Nutrition is defined as the process of obtaining food and using it for maintenance, growth, and repair. It can be broken down into ingestion, or taking in food; digestion, or breaking it down into nutrients; absorption, or pulling those nutrients into the bloodstream; and, finally, metabolism, or turning these nutrients into energy.

This energy is calculated in units known as kilocalories, or simply calories. Nutrients found in food can be divided into two groups.

The first includes carbohydrates, proteins, and fat which provide energy; while the second group, including minerals, vitamins, and water, offers no energy but is still essential for normal body function.

Starting with carbohydrates which are found almost everywhere from fruits and vegetables to dairy and grains. They are one of the main sources of energy in the body, providing 4 calories per gram.

There are simple carbohydrates or sugars that the body can readily absorb and the most important of these is glucose.

Complex carbohydrates, or starches, take longer to break down and absorb. There are also dietary fibers which are found mostly in fruits, vegetables, legumes, bran and oats.

Fibers are carbohydrates that intestinal enzymes can’t break down at all, so they pass through the intestine undigested and ultimately end up as bulk matter in the stool.

In this way, they help increase stool weight and prevent constipation. Next, proteins can be found in many animal products, like dairy, meat, poultry, and eggs as well as plant-based products, like beans and peas, soy, nuts, and seeds.

Just like carbohydrates, each gram of protein provides 4 calories. At the same time, though, proteins can be broken down into amino acids which we largely use to make our own proteins as well as hormones and other molecules needed for the immune response or tissue repair.

Fats or lipids are found in oils, butter, avocados, and meats. They are a major source of energy, providing 9 calories per gram but also a critical component of cells and tissues.

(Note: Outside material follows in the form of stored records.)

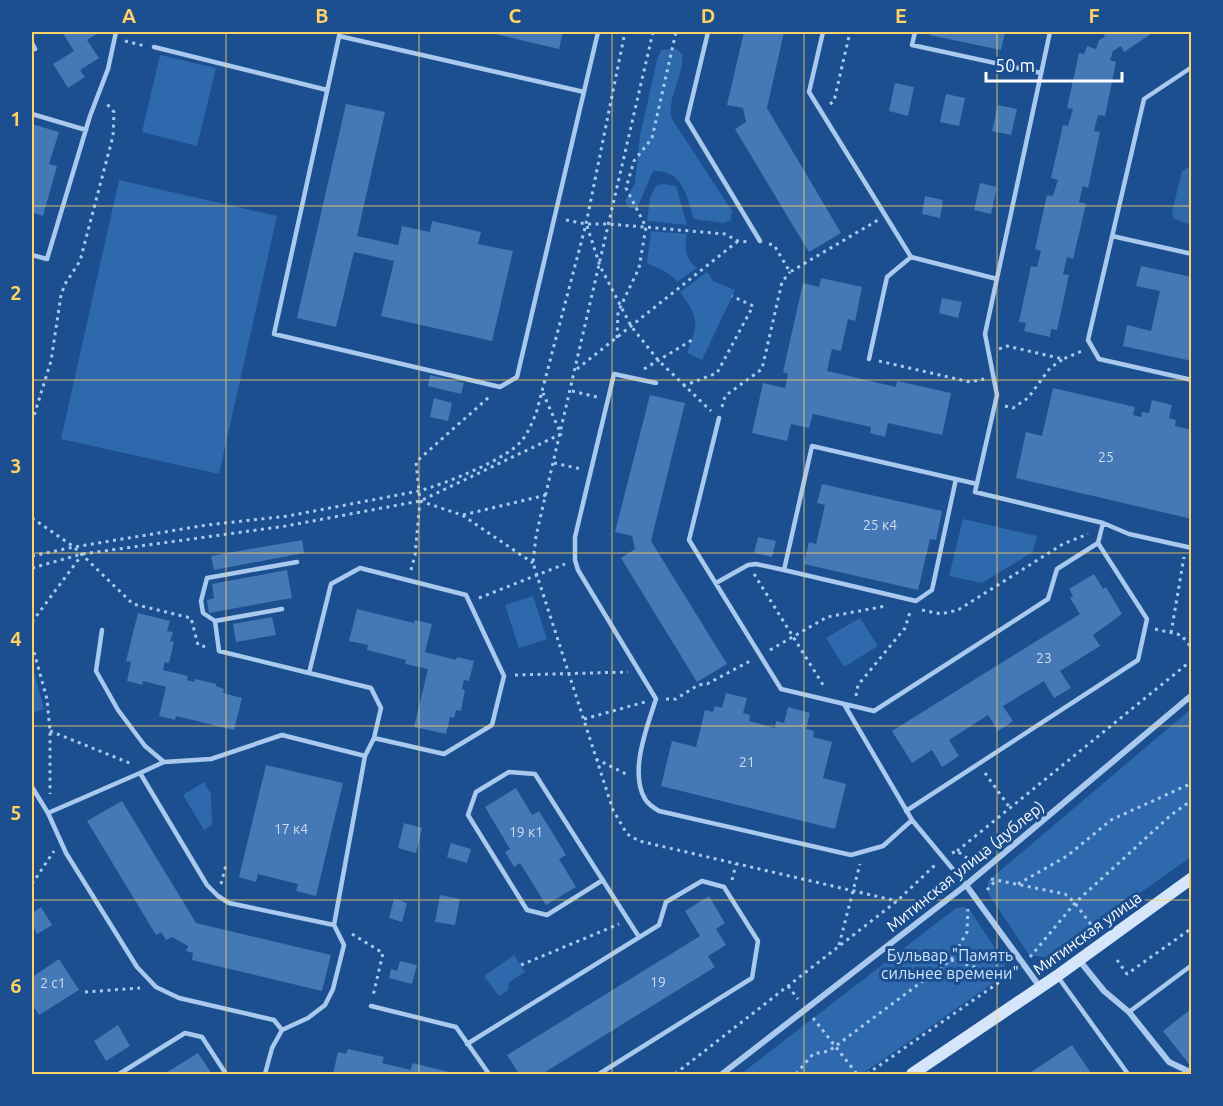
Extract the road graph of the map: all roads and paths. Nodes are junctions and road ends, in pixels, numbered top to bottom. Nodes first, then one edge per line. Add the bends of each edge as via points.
1 (116, 32) edge
2 (598, 32) edge
3 (625, 32) edge
4 (654, 32) edge
5 (676, 32) edge
6 (708, 32) edge
7 (823, 32) edge
8 (850, 32) edge
9 (915, 32) edge
10 (1050, 32) edge
11 (340, 34) edge
12 (32, 43) edge
13 (131, 43) dead end
14 (141, 45) dead end
15 (154, 48) dead end
16 (35, 49) dead end
17 (1191, 67) edge
18 (1041, 73) junction
19 (327, 90) junction
20 (584, 92) junction
21 (98, 93) junction
22 (820, 110) junction
23 (32, 114) edge
24 (86, 130) junction
25 (555, 217) junction
26 (885, 217) junction
27 (586, 224) junction
28 (609, 224) junction
29 (646, 228) junction
30 (1112, 236) junction
31 (760, 241) junction
32 (738, 242) junction
33 (1191, 254) edge
34 (32, 255) edge
35 (911, 257) junction
36 (600, 266) junction
37 (790, 272) junction
38 (997, 279) junction
39 (732, 296) dead end
40 (620, 305) junction
41 (631, 326) junction
42 (617, 338) junction
43 (692, 340) dead end
44 (1092, 346) junction
45 (988, 352) junction
46 (869, 359) joint
47 (1063, 359) junction
48 (658, 360) junction
49 (576, 370) junction
50 (629, 377) junction
51 (1191, 380) edge
52 (970, 382) dead end
53 (657, 383) dead end
54 (683, 386) junction
55 (500, 387) junction
56 (542, 391) junction
57 (571, 391) junction
58 (608, 400) junction
59 (995, 404) junction
60 (719, 418) junction
61 (32, 422) edge
62 (561, 434) junction
63 (554, 463) junction
64 (590, 471) junction
65 (956, 479) junction
66 (977, 484) junction
67 (418, 491) junction
68 (546, 495) junction
69 (420, 501) junction
70 (462, 515) junction
71 (32, 518) edge
72 (1103, 523) junction
73 (1098, 543) junction
74 (74, 547) junction
75 (1189, 547) edge
76 (82, 554) junction
77 (32, 556) edge
78 (575, 560) junction
79 (297, 562) dead end
80 (533, 563) junction
81 (748, 565) junction
82 (32, 568) edge
83 (784, 570) junction
84 (537, 575) junction
85 (408, 580) junction
86 (716, 583) junction
87 (916, 601) junction
88 (469, 602) junction
89 (282, 609) dead end
90 (215, 621) junction
91 (32, 622) edge
92 (1145, 627) junction
93 (102, 630) dead end
94 (1171, 633) junction
95 (32, 645) edge
96 (1191, 648) edge
97 (219, 651) junction
98 (1191, 660) edge
99 (639, 672) junction
100 (309, 673) junction
101 (569, 674) junction
102 (519, 675) dead end
103 (698, 685) dead end
104 (1191, 695) edge
105 (656, 699) junction
106 (676, 699) dead end
107 (833, 702) junction
108 (844, 704) junction
109 (855, 706) junction
110 (584, 719) junction
111 (50, 731) junction
112 (374, 738) junction
113 (365, 756) junction
114 (596, 759) junction
115 (164, 762) junction
116 (979, 764) junction
117 (147, 770) junction
118 (140, 773) junction
119 (638, 779) junction
120 (1191, 783) edge
121 (32, 787) edge
122 (1191, 800) edge
123 (1010, 808) junction
124 (906, 811) junction
125 (49, 812) junction
126 (912, 820) junction
127 (61, 841) junction
128 (957, 851) junction
129 (863, 852) junction
130 (943, 857) junction
131 (971, 861) dead end
132 (736, 864) junction
133 (226, 865) dead end
134 (1191, 878) edge
135 (990, 879) dead end
136 (603, 880) junction
137 (997, 880) junction
138 (32, 884) edge
139 (1018, 884) junction
140 (966, 885) junction
141 (724, 887) junction
142 (853, 890) junction
143 (987, 890) dead end
144 (218, 896) junction
145 (897, 901) junction
146 (1075, 903) junction
147 (968, 909) dead end
148 (628, 919) junction
149 (334, 925) junction
150 (1092, 926) dead end
151 (1191, 928) edge
152 (355, 935) dead end
153 (639, 937) junction
154 (839, 947) junction
155 (1036, 952) dead end
156 (951, 960) junction
157 (1079, 960) junction
158 (1117, 960) dead end
159 (521, 965) dead end
160 (1191, 965) edge
161 (1057, 976) junction
162 (788, 986) junction
163 (1040, 987) junction
164 (138, 988) dead end
165 (85, 992) dead end
166 (799, 1001) dead end
167 (371, 1006) joint
168 (1129, 1012) junction
169 (813, 1018) dead end
170 (282, 1030) junction
171 (467, 1044) junction
172 (834, 1046) junction
173 (1191, 1073) edge
174 (119, 1074) edge
175 (226, 1074) edge
176 (265, 1074) edge
177 (489, 1074) edge
178 (598, 1074) edge
179 (675, 1074) edge
180 (722, 1074) edge
181 (796, 1074) edge
182 (857, 1074) edge
183 (867, 1074) edge
184 (912, 1074) edge
185 (1128, 1074) edge

1 - 21 lane
2 - 20 lane
3 - 27 path
4 - 28 path
5 - 29 path via 652,138 634,161 626,188
6 - 31 lane via 687,120
7 - 22 lane via 809,92
8 - 22 path via 834,101
9 - 18 lane via 912,45
10 - 18 lane
11 - 19 lane
11 - 20 lane
12 - 16 lane
13 - 14 path
15 - 19 lane
17 - 30 lane via 1144,99
18 - 38 lane
19 - 55 lane via 274,334
20 - 25 lane
21 - 24 lane
21 - 61 path via 114,112 113,136 80,261 61,295 51,361
22 - 26 lane
23 - 24 lane
24 - 34 lane via 47,259
25 - 27 path
25 - 55 lane via 517,377
26 - 35 lane
26 - 37 path
27 - 28 path
27 - 36 path
27 - 56 path
28 - 29 path
28 - 36 path
29 - 32 path via 725,234
29 - 40 path via 639,268
30 - 33 lane
30 - 44 lane via 1088,340
31 - 32 path
31 - 37 path via 774,245
32 - 41 path
35 - 38 lane
35 - 46 lane via 887,276
36 - 40 path
36 - 49 path
37 - 60 path via 782,282 762,369 725,396
38 - 45 lane via 985,334
39 - 54 path via 753,306 717,373
40 - 41 path
40 - 42 path
41 - 42 path
41 - 48 path
42 - 49 path
43 - 48 path
44 - 47 path
44 - 51 lane via 1099,359
45 - 47 path via 1007,346
45 - 59 lane via 997,395
46 - 52 path
47 - 59 path via 1050,368 1028,398 1013,408
48 - 50 path
48 - 54 path
49 - 57 path
50 - 53 lane
50 - 58 lane via 614,374
54 - 60 path
55 - 67 path via 416,462
56 - 62 path
56 - 67 path via 523,440 509,453 439,486
57 - 58 path
57 - 62 path
58 - 64 lane
59 - 66 lane
60 - 86 lane via 689,540
62 - 63 path
62 - 69 path
63 - 64 path
63 - 68 path
64 - 78 lane via 575,537
65 - 66 lane
65 - 83 lane via 812,446
65 - 87 lane via 932,590
66 - 72 lane via 975,492
67 - 69 path
67 - 74 path via 288,516
68 - 70 path
68 - 80 path
69 - 70 path
69 - 76 path via 286,526
69 - 85 path
70 - 80 path
71 - 74 path
72 - 73 lane
72 - 75 lane via 1129,534
73 - 92 lane via 1147,619
73 - 109 lane via 1057,569 1048,599 874,711
74 - 76 path
74 - 77 path
75 - 94 path
76 - 82 path
76 - 91 path
76 - 97 path via 133,604 190,618 198,645
78 - 84 path
78 - 99 lane
79 - 90 lane via 207,578 201,602 203,613
80 - 84 path
81 - 83 lane
81 - 86 lane
81 - 107 path
83 - 87 lane
84 - 88 path
84 - 101 path
85 - 88 lane via 466,595
85 - 100 lane via 360,568 332,584
86 - 107 lane via 781,689
87 - 109 path via 905,628 858,685
88 - 112 lane via 504,676 492,725 444,754
89 - 90 lane
90 - 97 lane
92 - 94 path
92 - 116 lane via 1138,660
93 - 115 lane via 96,671 118,710 145,746
94 - 96 path via 1181,635
95 - 111 path via 47,699
97 - 100 lane
98 - 123 path
99 - 101 path
99 - 105 lane
100 - 112 lane via 371,688 381,708
101 - 102 path
101 - 110 path
103 - 106 path
104 - 140 street, Митинская улица (дублер)
105 - 110 path
105 - 119 lane via 642,744
107 - 108 lane
108 - 109 lane
108 - 124 lane
110 - 114 path
111 - 117 path
111 - 125 path
112 - 113 lane
113 - 115 lane via 282,735 211,759
113 - 149 lane
114 - 119 path
114 - 132 path via 613,810 627,834 639,841
115 - 117 lane
116 - 123 path
116 - 124 lane
117 - 118 lane
118 - 125 lane
118 - 144 lane via 207,885
119 - 129 lane via 645,801 659,811 851,855
120 - 139 path via 1111,820 1067,856
121 - 125 lane
122 - 146 path
123 - 128 path
124 - 126 lane
125 - 127 lane
126 - 129 lane via 883,846
126 - 130 lane
127 - 138 path
127 - 170 lane via 137,968 156,987 179,998 274,1020
128 - 130 path
128 - 131 path
129 - 142 path
130 - 140 lane
130 - 145 path
132 - 141 path via 733,879
132 - 142 path
133 - 144 path
134 - 157 main road, Митинская улица
135 - 137 path
136 - 136 lane via 535,774 509,772 476,792 468,815 527,910 547,915
136 - 148 lane
137 - 139 path
137 - 143 path
139 - 146 path via 1065,894
140 - 163 street
140 - 180 street, Митинская улица (дублер)
141 - 153 lane via 702,881 666,902 659,925
141 - 178 lane via 758,940 752,978
142 - 145 path
142 - 154 path
144 - 149 lane via 229,903
145 - 154 path
146 - 150 path
146 - 155 path
147 - 156 path via 968,932
148 - 153 lane
148 - 159 path
149 - 170 lane via 344,945 333,989 325,1005
151 - 158 path via 1127,974
152 - 167 path via 383,953
153 - 171 lane
154 - 162 path
156 - 172 path
156 - 183 path via 1008,977
157 - 161 main road, Митинская улица
157 - 168 street via 1104,991
160 - 168 lane
161 - 163 main road, Митинская улица
161 - 185 lane
162 - 166 path
162 - 179 path
163 - 184 main road, Митинская улица
164 - 165 path
167 - 171 lane via 456,1027
168 - 173 street via 1169,1062
169 - 172 path
170 - 176 lane
171 - 177 lane
172 - 181 path via 813,1054
172 - 182 path
174 - 175 lane via 185,1033 202,1037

They help absorb essential vitamins, known as fat-soluble vitamins, and can be converted into other molecules like prostaglandins which help cells communicate with one another.

Moving on to the next group of nutrients: minerals. These include calcium, phosphorus, iron, iodine, sodium, and potassium and have various roles in the body, like building strong teeth and bones, producing enzymes and hormones, and maintaining proper function of the heart, brain, and muscles.

Vitamins can be categorized as either water-soluble or fat-soluble. Water-soluble vitamins include vitamin C and B-complex vitamins which are readily absorbed into the circulation but aren’t stored anywhere.

This means any additional amount consumed can get easily excreted. On the other hand, fat-soluble vitamins include vitamins A, D, E, and K.

These are absorbed along with fat and are then stored in the body’s fatty tissue and liver for future use. But since they don’t dissolve in water, they can’t be easily excreted in the urine. So if you take too much, they could build up and become toxic.

Finally, water is essential for human life. About 80% of our water intake comes from drinking fluids; the other 20% comes from the food we eat.

It makes up for more than 50% of a person’s body weight, and it’s directly involved in every biochemical reaction in our body.

Water helps lubricate the pleural and pericardial cavities in the chest and the peritoneal cavity in the abdomen where internal organs touch and slide over one another.

It’s also needed in joints where it helps form the synovial fluid that keeps our bones from rubbing against one another.

Water is critical for digestion: The water in saliva moistens food when we chew, while gastric and intestinal juices are a fluid environment in which digestive enzymes break down our meals.

Water forms the bulk of blood which allows oxygen and nutrients to easily move around the body and plays a role in eliminating toxins from the body through urination and defecation.

Water also helps regulate body temperature: When we’re hot, like during a vigorous workout, the capillaries in our skin dilate and sweat glands produce more sweat to help dissipate heat.

A balanced diet is the one that supplies the body with an adequate quantity of the nutrients it requires to function properly.

This is essential for maintaining both physical and mental health, a healthy body weight, better sleep, and boosting the immune system.

It’s also essential for preventing various health conditions, such as obesity, heart disease, diabetes, some types of cancer, and bone diseases.

There are several ways to help someone keep a balanced diet, like reading the nutritional label on packaged food and referring to MyPlate which stresses the consumption of a wide variety of foods from all five major food groups: grains, fruits, vegetables, milk, and meat.

Now, there are many other factors that can affect what and when a person wants to eat, ranging from personal taste, hunger, and the ability to cook to budget issues and religious or cultural traits.

Now, in some facilities, a nurse carries out a dietary assessment, noting the client’s eating patterns and food likes and dislikes.

This is then used by a dietitian, meaning a nutrition specialist, to design a personalized, healthy, and sustainable diet plan.